In our study, a relatively small number of common drivers controlling the trait-based diversity and composition of vascular plant species and bryophytes in managed temperate forests in Slovenia were observed simultaneously, as the consistency of responses between these two groups could be influenced and offset by the different set of drivers controlling the diversity and composition of the two groups studied. Therefore, the trait variation of bryophytes may exhibit very different responses to the same environmental factors compared to vascular plants, particularly at higher elevations and latitudes (Roos et al. 2019).

However, the response of different taxonomic groups of organisms may change in the near future, as cryptogams, i.e., bryophytes, could be more impacted by climate change than vascular plants. Cryptogams are more sensitive to changes in climate due to their narrower ecological niches (microhabitat specialists), which suggests their comparatively lower eco-genetic plasticity. Moreover, contrasting species–climate and trait–climate relationships were also found between lichens and bryophytes, suggesting that each group may be sensitive to different components of climate change (Di Nuzzo et al. 2021). These findings underscore the need to use a multi-taxa approach at both taxonomic- and trait-based levels to better understand the response of terrestrial communities to climate and other environmental changes.

In addition, a simultaneous multi-taxa approach is also valuable for unraveling the relationships between the species richness data of different taxa and structural indicators that are useful for monitoring and conservation purposes in close-to-nature and sustainable managed forests in Slovenia. A comprehensive perspective provided by different taxonomic groups is needed to identify reliable structure-based indicators of highly complex ecosystems, such as old-growth forests, encompassing different components closely related to structure, function, and composition (Blasi et al. 2010). Given that herb-layer plants and stand structural factors have been shown to be limited surrogates for overall biodiversity in well-preserved European beech forests, it is suggested that a larger number of target taxa should be included in biodiversity studies (Sabatini et al. 2016). In addition to different organisms, it is proposed to study and monitor different levels of biodiversity, including taxonomic and functional aspects.

Conclusion

The multi-taxa approach remains relatively uncommon in studies of forest biodiversity. Our study revealed cross-taxa congruence in the responses of vascular plant species in the herb layer and bryophytes to various ecological factors across a wide spectrum of managed temperate forests in Slovenia, ranging from lowland floodplains to the upper timberline.

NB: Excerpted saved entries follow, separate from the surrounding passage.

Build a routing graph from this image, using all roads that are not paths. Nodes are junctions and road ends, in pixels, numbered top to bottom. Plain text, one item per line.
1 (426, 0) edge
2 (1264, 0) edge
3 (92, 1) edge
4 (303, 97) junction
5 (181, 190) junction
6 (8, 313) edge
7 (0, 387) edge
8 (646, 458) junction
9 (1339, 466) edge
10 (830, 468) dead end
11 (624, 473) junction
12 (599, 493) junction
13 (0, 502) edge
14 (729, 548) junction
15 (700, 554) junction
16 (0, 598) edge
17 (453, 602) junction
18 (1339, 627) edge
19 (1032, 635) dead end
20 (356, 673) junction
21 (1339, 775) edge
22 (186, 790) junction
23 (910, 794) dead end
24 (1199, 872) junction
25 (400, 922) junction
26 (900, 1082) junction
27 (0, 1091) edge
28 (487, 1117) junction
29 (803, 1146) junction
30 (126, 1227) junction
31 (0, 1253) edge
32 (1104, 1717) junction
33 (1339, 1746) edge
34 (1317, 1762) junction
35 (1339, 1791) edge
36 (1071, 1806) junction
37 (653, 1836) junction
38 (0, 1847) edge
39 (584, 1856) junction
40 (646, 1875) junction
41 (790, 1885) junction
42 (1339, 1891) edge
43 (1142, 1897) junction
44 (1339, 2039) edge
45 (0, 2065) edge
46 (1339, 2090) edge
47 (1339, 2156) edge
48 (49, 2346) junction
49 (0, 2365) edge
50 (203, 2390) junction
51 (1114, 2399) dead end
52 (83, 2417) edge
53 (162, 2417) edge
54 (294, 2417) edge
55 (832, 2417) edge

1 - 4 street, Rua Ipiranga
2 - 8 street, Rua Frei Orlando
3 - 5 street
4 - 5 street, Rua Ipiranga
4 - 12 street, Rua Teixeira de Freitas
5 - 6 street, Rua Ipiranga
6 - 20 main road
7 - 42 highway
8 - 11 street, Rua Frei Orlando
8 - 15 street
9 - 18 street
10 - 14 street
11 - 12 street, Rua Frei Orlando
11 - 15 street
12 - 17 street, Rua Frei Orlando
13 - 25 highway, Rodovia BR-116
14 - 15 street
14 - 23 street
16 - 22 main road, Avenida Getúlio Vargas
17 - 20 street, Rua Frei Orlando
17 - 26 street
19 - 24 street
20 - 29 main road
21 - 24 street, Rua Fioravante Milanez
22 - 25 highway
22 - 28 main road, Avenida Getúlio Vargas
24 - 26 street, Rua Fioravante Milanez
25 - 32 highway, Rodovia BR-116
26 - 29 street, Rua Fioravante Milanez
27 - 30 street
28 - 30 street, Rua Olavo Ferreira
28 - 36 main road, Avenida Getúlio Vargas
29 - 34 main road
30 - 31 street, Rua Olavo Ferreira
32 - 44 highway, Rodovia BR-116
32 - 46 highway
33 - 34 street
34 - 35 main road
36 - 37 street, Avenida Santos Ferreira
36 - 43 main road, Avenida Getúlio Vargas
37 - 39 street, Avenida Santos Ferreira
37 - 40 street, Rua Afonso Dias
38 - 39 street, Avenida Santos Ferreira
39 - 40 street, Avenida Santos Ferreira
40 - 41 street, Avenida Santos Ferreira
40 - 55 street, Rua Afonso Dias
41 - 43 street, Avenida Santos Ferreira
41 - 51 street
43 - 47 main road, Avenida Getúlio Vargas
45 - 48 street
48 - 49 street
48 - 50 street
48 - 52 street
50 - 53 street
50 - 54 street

However, the majority of multi-taxa studies (e.g., Blasi et al. 2010; de Groot et al. 2016; Sabatini et al. 2016; Jokela et al. 2018; Burrascano et al. 2018; Tinya et al. 2021) have considered only taxonomic-based diversity and composition in different groups of organisms. In contrast, our study adopted a comprehensive cross-taxa approach, comparing ground-dwelling vascular plants and bryophytes across four different levels: taxonomic-based diversity and composition and trait-based diversity and composition. The study revealed both congruences and discrepancies in the drivers controlling the diversity and composition of the two groups of organisms at taxonomic and functional trait levels in close-to-nature and sustainable managed temperate forests of Slovenia. This type of forest management aims at heterogeneous stand structure and tree species composition in forest stands that facilitate the coexistence of various organism groups, including vascular plants and bryophytes. Therefore, the long-term maintenance of the structural and compositional heterogeneity of stands, including diverse tree species composition and various growth substrates, is an important goal of close-to-nature and sustainable forest management in the studied temperate forests.

Supplementary information

Figures 1–6 show different study plots located within Level I and Level II of the ICP Forests network in Slovenia. These images show some representative Slovenian forest types situated at different altitudes.